The Long Road to Genuine AI Mastery

11 September 2024 at 17:46

In the early 1970s, programming computers involved punching holes in cards and feeding them to room-size machines that would produce results through a line printer, often hours or even days later.

This is what computing had looked like for a long time, and it was against this backdrop that a team of 29 scientists and researchers at the famed Xerox PARC created the more intimate form of computing we know today: one with a display, a keyboard, and a mouse. This computer, called Alto, was so bewilderingly different that it necessitated a new term: interactive computing.

[time-brightcove not-tgx=”true”]

Alto was viewed by some as absurdly extravagant because of its expensive components. But fast-forward 50 years, and multitrillion-dollar supply chains have sprung up to transform silica-rich sands into sophisticated, wondrous computers that live in our pockets. Interactive computing is now inextricably woven into the fabric of our lives.

Silicon Valley is again in the grip of a fervor reminiscent of the heady days of early computing. Artificial general intelligence (AGI), an umbrella term for the ability of a software system to solve any problem without specific instructions, has become a tangible revolution almost at our doorsteps.

The rapid advancements in generative AI inspire awe, and for good reason.

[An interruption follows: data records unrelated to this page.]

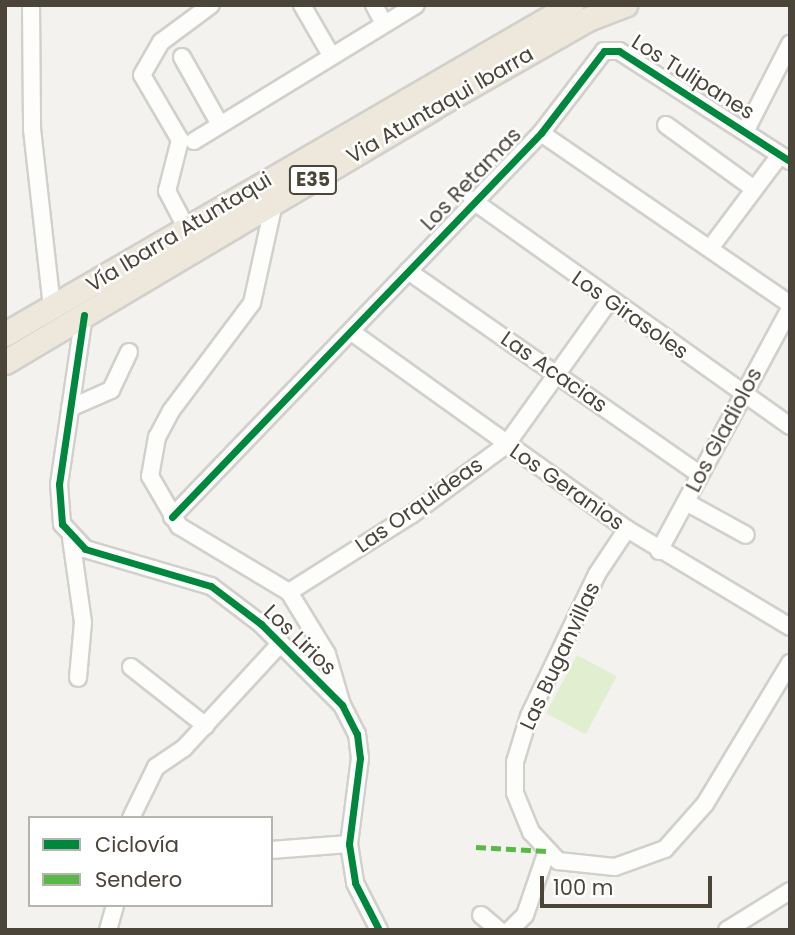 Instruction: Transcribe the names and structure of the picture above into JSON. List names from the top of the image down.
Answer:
{
  "streets": {
    "highway": ["Via Atuntaqui Ibarra", "E35", "Vía Ibarra Atuntaqui"],
    "street": [
      "Los Tulipanes",
      "Los Retamas",
      "Los Girasoles",
      "Las Acacias",
      "Los Gladiolos",
      "Los Geranios",
      "Las Orquideas",
      "Los Lirios",
      "Las Buganvillas"
    ]
  },
  "crossings": [
    ["Los Tulipanes", "Los Retamas"],
    ["Los Retamas", "Los Girasoles"],
    ["Los Retamas", "Las Acacias"],
    ["Los Retamas", "Los Geranios"],
    ["Los Girasoles", "Los Gladiolos"],
    ["Los Girasoles", "Las Orquideas"],
    ["Las Acacias", "Los Gladiolos"],
    ["Las Acacias", "Las Orquideas"],
    ["Los Gladiolos", "Los Geranios"],
    ["Los Geranios", "Las Orquideas"],
    ["Los Geranios", "Las Buganvillas"]
  ],
  "legend": ["Ciclovía", "Sendero"],
  "scale_bar": "100 m"
} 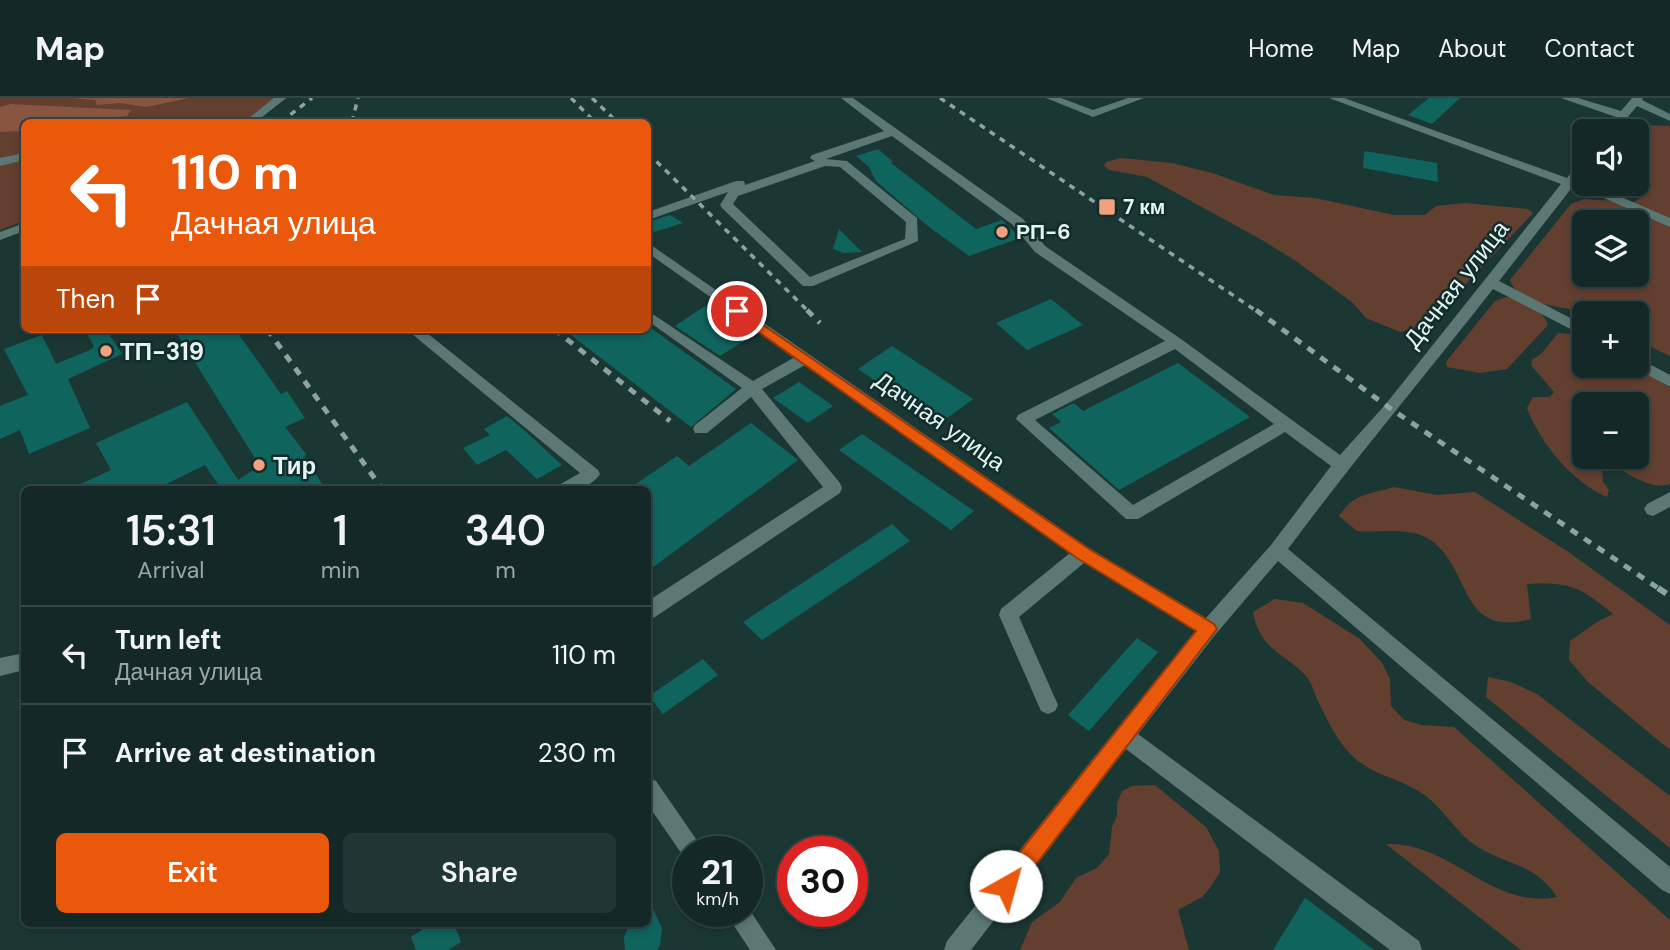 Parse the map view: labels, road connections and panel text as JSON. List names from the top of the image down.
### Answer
{
  "streets": {
    "street": ["Дачная улица"]
  },
  "places": {
    "transit": ["7 км"],
    "other": ["РП-6", "ТП-319", "Тир"]
  },
  "page": {
    "header": "Map",
    "nav": [
      "Home",
      "Map",
      "About",
      "Contact"
    ],
    "map_buttons": ["+", "−"],
    "turn": ["110 m", "Дачная улица"],
    "then": "Then",
    "eta": [
      "15:31",
      "Arrival",
      "1",
      "min",
      "340",
      "m"
    ],
    "list": [
      {
        "name": "Turn left",
        "note": "Дачная улица",
        "value": "110 m"
      },
      {
        "name": "Arrive at destination",
        "value": "230 m"
      }
    ],
    "buttons": ["Exit", "Share"],
    "speed": "21 km/h",
    "limit": "30"
  }
} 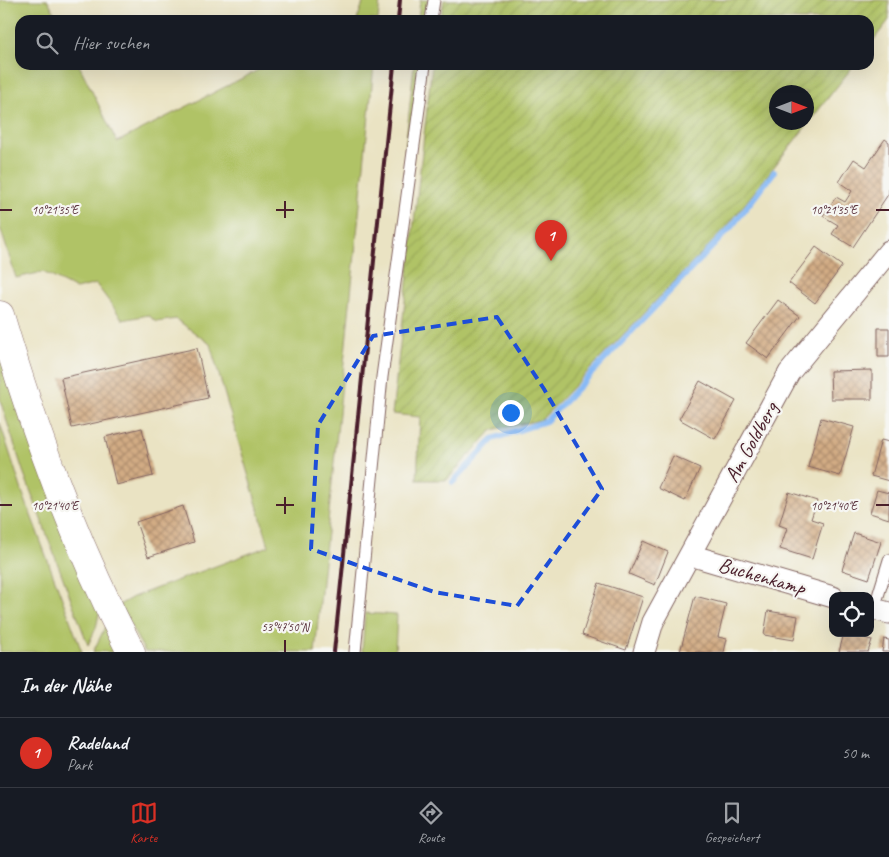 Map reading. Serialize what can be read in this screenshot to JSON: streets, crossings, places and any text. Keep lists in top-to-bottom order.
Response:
{
  "streets": {
    "street": ["Am Goldberg", "Buchenkamp"]
  },
  "crossings": [
    ["Am Goldberg", "Buchenkamp"]
  ],
  "north": "right",
  "page": {
    "search": "Hier suchen",
    "pins": "1",
    "heading": "In der Nähe",
    "list": [
      {
        "mark": "1",
        "name": "Radeland",
        "note": "Park",
        "value": "50 m"
      }
    ],
    "nav": ["Karte", "Route", "Gespeichert"]
  },
  "coordinates": ["10°21'35\"E", "10°21'40\"E", "53°47'50\"N"]
} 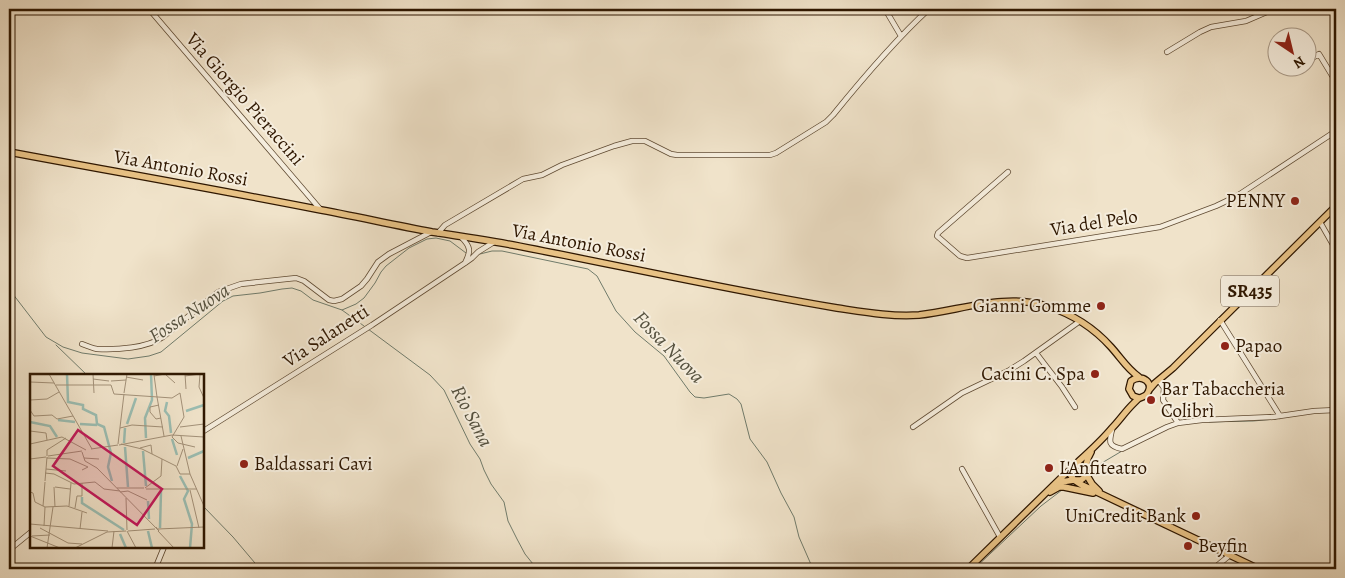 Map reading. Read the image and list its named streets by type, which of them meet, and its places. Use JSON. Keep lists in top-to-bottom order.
{
  "streets": {
    "main road": ["Via Antonio Rossi", "SR435"],
    "street": ["Via Giorgio Pieraccini", "Via del Pelo", "Via Salanetti"]
  },
  "crossings": [
    ["Via Giorgio Pieraccini", "Via Antonio Rossi"],
    ["Via Antonio Rossi", "Via Salanetti"]
  ],
  "water": ["Fossa Nuova", "Rio Sana"],
  "places": [
    "PENNY",
    "Gianni Gomme",
    "Papao",
    "Cacini C. Spa",
    "Bar Tabaccheria Colibrì",
    "Baldassari Cavi",
    "L'Anfiteatro",
    "UniCredit Bank",
    "Beyfin"
  ],
  "north": "bottom right"
} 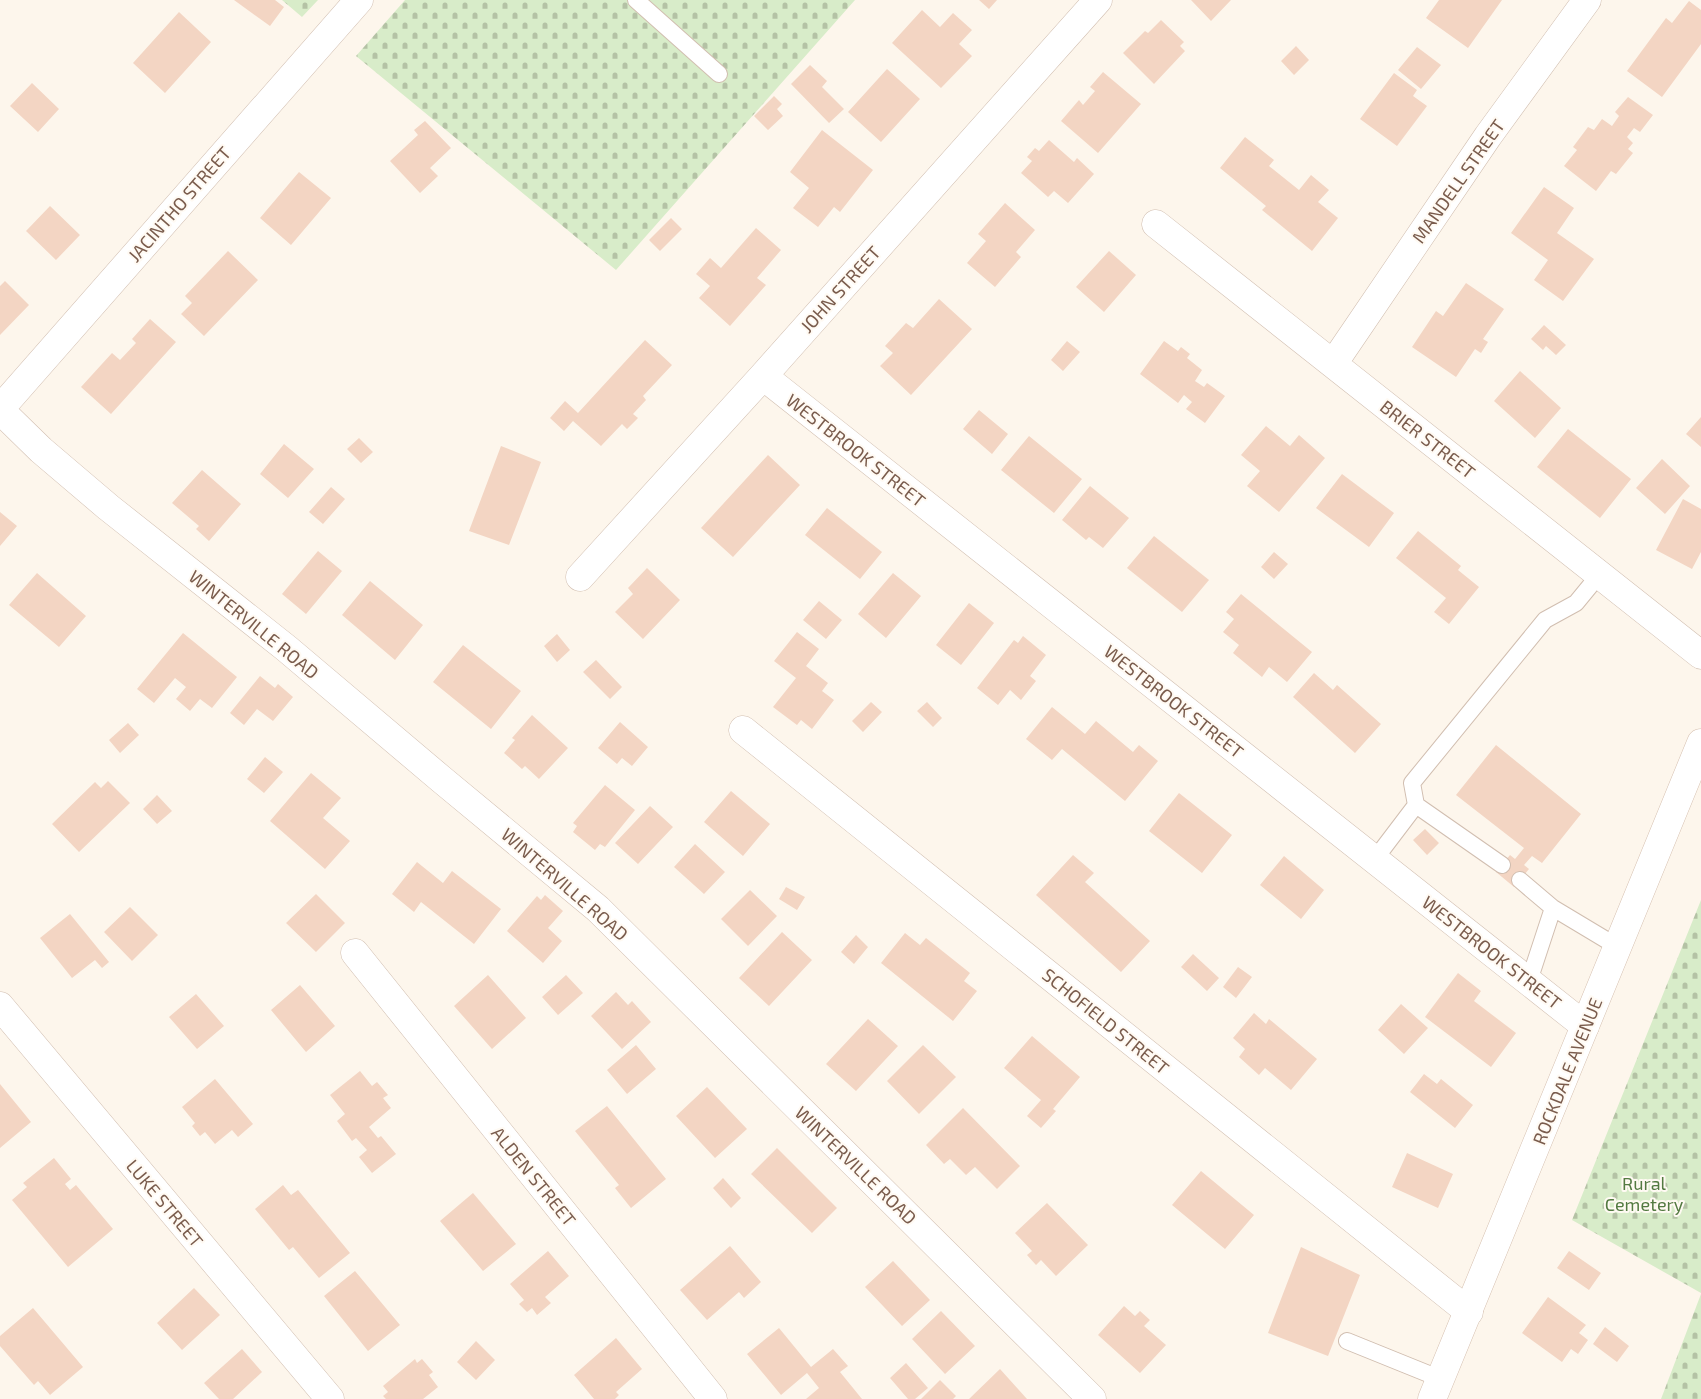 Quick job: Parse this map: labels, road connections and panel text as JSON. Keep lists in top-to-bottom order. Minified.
{"streets":{"street":["MANDELL STREET","JACINTHO STREET","JOHN STREET","BRIER STREET","WESTBROOK STREET","WINTERVILLE ROAD","SCHOFIELD STREET","ROCKDALE AVENUE","ALDEN STREET","LUKE STREET"]},"crossings":[["MANDELL STREET","BRIER STREET"],["JACINTHO STREET","WINTERVILLE ROAD"],["JOHN STREET","WESTBROOK STREET"],["WESTBROOK STREET","ROCKDALE AVENUE"],["SCHOFIELD STREET","ROCKDALE AVENUE"]],"parks":["Rural Cemetery"]}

Just as Moore’s Law charted the trajectory of personal computing and Metcalfe’s Law predicted the growth of the internet, an exponential principle underlies the development of generative AI. The scaling laws of deep learning postulate a direct correlation between the capabilities of an AI model and the scale of both the model itself and the data used to train it.

Over the past two years, the leading AI models have undergone a staggering 100-fold increase in both dimensions, with model sizes expanding from 10 billion parameters trained on 100 billion words to 1 trillion parameters trained on over 10 trillion words.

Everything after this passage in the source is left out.